**What is being asked**
From the material that follows, please give the number of lines containing the string "Green", and that number alone.

**Input data**
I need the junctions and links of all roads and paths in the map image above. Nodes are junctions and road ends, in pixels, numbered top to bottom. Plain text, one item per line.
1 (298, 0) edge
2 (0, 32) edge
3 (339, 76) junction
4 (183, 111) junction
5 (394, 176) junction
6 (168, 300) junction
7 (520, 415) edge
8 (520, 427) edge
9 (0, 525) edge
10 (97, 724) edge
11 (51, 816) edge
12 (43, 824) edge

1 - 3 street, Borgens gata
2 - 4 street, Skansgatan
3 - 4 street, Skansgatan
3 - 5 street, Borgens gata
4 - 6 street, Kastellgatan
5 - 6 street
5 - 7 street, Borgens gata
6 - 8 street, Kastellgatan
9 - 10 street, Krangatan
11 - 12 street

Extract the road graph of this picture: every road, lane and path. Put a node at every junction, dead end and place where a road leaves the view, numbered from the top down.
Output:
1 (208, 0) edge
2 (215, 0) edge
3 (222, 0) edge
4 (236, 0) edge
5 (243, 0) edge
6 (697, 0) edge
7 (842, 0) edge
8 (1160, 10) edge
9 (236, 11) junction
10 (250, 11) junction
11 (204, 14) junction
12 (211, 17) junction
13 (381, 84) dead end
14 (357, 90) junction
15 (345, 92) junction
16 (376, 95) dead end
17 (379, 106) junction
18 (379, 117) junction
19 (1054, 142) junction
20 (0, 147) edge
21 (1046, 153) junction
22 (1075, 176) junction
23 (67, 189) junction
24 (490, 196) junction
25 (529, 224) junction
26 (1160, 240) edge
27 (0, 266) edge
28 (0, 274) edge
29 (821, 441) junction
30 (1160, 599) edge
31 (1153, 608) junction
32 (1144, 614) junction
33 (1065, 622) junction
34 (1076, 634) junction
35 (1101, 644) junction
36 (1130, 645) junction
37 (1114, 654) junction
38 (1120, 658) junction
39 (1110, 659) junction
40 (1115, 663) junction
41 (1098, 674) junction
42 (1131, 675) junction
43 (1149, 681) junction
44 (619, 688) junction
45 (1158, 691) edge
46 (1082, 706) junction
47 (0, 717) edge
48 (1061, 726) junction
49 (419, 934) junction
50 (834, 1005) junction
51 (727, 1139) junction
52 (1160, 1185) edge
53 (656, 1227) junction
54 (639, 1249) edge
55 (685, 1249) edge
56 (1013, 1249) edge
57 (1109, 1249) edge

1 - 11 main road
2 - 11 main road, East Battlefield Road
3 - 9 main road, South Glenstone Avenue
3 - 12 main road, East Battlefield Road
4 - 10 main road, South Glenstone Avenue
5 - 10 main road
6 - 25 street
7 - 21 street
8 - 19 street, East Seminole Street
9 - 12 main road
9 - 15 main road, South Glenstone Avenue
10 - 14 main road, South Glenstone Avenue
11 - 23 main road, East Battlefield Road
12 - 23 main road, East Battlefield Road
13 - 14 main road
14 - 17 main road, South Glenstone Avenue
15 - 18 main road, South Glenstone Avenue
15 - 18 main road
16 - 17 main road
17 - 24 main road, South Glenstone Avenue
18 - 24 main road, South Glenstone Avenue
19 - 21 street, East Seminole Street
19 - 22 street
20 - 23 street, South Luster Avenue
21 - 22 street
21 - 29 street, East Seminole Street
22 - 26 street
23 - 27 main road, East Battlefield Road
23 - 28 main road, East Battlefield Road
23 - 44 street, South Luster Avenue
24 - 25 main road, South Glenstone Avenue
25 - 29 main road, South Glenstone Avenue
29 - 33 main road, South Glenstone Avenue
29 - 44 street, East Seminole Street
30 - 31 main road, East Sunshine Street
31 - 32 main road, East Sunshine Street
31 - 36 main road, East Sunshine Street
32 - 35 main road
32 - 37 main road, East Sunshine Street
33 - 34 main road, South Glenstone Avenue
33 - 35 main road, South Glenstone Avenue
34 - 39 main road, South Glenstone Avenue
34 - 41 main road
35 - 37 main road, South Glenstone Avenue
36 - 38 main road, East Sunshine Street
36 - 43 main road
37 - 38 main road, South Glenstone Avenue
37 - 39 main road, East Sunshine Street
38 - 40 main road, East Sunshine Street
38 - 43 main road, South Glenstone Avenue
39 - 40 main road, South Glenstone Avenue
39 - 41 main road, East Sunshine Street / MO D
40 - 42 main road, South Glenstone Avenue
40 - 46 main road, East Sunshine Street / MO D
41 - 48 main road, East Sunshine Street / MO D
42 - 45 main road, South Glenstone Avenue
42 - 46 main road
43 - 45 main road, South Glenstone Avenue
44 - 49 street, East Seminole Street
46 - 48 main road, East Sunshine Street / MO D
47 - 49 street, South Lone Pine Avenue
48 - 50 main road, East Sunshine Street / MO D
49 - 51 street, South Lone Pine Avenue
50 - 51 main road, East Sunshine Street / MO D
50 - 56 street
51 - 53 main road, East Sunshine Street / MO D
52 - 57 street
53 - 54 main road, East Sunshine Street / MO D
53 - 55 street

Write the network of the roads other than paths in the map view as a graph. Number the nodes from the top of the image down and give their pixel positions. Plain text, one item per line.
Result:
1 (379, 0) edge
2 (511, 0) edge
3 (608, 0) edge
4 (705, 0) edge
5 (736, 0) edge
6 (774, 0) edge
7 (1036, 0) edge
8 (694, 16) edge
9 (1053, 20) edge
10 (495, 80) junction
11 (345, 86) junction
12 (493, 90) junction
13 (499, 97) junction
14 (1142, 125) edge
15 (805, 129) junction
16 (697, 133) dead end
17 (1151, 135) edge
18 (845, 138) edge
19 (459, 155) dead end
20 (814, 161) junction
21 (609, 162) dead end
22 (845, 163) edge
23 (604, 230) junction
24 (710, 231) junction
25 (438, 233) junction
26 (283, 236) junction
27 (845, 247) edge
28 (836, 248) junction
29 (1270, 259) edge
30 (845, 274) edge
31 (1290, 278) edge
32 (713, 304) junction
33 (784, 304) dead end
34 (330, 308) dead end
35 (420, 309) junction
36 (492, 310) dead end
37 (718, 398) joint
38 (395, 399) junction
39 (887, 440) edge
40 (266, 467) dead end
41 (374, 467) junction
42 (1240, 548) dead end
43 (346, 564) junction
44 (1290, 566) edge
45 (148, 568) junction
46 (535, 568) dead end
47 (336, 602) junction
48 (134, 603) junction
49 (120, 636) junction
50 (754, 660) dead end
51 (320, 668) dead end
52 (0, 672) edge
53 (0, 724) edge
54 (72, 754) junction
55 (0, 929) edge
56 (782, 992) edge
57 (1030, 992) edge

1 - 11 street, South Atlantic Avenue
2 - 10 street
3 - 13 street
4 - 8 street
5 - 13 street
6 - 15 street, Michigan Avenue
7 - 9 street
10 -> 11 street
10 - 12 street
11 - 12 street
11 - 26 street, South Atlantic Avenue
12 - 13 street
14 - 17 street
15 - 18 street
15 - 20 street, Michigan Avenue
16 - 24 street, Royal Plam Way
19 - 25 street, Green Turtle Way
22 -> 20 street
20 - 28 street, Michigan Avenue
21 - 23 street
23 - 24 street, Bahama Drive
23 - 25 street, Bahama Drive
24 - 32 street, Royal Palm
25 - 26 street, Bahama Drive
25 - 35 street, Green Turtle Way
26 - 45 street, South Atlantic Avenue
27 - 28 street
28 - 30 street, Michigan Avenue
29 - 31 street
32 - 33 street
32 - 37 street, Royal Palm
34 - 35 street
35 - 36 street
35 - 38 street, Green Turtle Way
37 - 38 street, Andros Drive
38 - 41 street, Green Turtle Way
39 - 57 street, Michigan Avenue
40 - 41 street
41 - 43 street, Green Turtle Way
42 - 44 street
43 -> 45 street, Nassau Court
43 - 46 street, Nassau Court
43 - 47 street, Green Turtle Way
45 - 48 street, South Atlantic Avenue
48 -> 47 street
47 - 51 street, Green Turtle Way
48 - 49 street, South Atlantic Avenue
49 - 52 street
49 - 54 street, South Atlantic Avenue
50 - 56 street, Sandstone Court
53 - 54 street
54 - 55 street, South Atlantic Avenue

**Final answer**
7